What lines in the listing include "Sankoh"? Return a copy of each.

── Material provided

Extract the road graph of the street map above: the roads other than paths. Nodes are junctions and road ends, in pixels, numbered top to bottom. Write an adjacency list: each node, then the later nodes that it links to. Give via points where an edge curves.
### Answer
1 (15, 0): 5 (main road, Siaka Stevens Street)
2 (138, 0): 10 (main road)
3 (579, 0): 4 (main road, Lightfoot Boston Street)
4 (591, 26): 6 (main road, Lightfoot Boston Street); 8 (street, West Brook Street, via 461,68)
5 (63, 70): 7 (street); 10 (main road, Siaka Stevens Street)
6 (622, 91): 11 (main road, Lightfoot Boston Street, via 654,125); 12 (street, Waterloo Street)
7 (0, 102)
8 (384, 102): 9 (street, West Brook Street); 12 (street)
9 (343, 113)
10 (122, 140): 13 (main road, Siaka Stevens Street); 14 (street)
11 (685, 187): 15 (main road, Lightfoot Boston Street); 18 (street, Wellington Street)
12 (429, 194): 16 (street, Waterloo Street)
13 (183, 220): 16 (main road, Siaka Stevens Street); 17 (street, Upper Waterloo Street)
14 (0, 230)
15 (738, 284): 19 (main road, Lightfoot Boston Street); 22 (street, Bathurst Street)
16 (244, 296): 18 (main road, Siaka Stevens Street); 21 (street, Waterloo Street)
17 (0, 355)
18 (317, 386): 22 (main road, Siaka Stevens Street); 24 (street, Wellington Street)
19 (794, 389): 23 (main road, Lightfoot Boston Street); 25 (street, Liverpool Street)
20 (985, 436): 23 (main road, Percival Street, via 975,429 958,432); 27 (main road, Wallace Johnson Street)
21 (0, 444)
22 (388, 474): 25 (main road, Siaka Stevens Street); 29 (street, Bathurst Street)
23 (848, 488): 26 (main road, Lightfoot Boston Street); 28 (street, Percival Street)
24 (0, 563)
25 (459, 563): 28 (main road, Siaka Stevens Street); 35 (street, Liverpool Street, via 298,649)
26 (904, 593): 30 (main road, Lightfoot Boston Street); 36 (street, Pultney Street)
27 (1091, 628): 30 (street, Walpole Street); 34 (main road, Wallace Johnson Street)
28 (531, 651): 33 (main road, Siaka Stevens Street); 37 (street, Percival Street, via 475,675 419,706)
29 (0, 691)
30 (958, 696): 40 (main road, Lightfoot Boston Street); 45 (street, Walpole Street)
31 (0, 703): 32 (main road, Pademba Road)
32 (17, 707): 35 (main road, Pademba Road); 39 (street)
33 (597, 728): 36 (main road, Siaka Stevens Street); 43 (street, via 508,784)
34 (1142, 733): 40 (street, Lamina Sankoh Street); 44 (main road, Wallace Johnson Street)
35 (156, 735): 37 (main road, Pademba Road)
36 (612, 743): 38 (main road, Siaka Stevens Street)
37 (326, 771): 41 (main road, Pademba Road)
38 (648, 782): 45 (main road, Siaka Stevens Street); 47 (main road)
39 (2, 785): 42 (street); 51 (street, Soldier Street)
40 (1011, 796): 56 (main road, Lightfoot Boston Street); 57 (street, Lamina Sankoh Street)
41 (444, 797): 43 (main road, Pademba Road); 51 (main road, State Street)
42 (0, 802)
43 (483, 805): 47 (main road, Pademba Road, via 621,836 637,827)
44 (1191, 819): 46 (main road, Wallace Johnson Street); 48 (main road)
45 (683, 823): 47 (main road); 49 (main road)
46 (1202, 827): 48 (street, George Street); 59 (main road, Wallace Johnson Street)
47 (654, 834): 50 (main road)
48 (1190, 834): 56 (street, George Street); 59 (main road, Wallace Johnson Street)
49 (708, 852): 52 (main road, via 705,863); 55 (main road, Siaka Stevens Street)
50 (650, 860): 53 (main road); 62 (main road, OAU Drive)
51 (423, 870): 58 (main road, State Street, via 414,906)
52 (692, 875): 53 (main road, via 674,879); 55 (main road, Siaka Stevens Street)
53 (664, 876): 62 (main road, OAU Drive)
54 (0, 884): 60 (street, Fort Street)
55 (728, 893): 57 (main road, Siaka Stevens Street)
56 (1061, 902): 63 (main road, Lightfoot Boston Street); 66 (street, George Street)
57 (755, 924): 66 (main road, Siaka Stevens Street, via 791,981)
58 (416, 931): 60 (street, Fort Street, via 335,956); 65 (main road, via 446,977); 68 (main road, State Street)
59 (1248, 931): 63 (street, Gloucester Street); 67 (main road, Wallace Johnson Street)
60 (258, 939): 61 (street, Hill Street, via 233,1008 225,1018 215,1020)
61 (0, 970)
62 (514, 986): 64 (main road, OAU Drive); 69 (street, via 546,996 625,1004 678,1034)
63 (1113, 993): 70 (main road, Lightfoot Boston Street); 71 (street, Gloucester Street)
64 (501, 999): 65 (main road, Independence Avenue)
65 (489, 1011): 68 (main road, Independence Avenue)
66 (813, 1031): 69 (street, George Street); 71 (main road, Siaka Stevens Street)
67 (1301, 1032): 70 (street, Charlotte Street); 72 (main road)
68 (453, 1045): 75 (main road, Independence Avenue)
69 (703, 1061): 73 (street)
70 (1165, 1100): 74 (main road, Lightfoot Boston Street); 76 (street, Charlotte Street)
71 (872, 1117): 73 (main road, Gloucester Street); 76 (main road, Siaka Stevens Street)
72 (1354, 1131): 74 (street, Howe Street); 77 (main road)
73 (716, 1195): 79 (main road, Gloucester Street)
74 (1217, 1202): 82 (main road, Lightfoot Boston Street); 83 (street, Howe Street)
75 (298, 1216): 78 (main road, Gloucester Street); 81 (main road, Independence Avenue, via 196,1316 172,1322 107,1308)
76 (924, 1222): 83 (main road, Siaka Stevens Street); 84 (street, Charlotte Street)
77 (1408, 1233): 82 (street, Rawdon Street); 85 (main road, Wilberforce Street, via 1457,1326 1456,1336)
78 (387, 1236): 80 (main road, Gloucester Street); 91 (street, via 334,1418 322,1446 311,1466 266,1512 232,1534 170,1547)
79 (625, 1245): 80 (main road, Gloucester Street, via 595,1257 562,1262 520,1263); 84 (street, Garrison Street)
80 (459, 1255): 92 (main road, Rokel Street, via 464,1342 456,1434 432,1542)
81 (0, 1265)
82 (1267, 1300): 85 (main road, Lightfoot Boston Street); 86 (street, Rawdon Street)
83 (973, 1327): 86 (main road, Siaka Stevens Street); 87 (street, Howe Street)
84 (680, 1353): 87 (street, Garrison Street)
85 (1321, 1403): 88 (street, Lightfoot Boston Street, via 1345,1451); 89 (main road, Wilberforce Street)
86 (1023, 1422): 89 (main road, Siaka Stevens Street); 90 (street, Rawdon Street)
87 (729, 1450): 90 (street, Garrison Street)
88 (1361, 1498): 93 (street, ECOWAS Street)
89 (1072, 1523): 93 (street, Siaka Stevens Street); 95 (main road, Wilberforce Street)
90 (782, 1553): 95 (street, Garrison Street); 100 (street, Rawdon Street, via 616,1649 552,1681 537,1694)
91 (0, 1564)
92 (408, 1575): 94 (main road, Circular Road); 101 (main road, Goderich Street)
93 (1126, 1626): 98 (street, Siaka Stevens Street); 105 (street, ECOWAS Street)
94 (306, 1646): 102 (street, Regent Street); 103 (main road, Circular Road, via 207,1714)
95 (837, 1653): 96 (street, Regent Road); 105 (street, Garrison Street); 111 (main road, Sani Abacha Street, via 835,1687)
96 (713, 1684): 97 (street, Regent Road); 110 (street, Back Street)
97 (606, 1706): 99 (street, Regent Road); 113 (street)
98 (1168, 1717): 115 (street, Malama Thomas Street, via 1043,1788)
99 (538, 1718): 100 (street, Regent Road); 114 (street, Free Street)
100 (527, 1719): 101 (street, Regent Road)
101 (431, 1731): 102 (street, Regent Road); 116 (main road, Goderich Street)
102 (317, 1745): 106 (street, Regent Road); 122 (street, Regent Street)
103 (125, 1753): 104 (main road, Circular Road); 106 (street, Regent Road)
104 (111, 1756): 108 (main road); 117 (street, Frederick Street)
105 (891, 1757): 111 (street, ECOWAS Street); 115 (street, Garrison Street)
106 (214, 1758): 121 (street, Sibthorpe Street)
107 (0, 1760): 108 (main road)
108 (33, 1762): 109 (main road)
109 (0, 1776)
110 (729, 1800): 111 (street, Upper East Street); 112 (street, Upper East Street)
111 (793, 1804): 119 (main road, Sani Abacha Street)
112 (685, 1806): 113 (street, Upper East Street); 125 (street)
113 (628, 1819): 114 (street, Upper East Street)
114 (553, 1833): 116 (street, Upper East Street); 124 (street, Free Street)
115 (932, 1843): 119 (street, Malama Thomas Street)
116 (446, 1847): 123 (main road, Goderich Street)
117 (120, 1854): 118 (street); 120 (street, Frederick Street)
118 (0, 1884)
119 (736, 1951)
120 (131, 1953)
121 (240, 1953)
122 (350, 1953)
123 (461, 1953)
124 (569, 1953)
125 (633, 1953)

────

■ **Task answer**
34 (1142, 733): 40 (street, Lamina Sankoh Street); 44 (main road, Wallace Johnson Street)
40 (1011, 796): 56 (main road, Lightfoot Boston Street); 57 (street, Lamina Sankoh Street)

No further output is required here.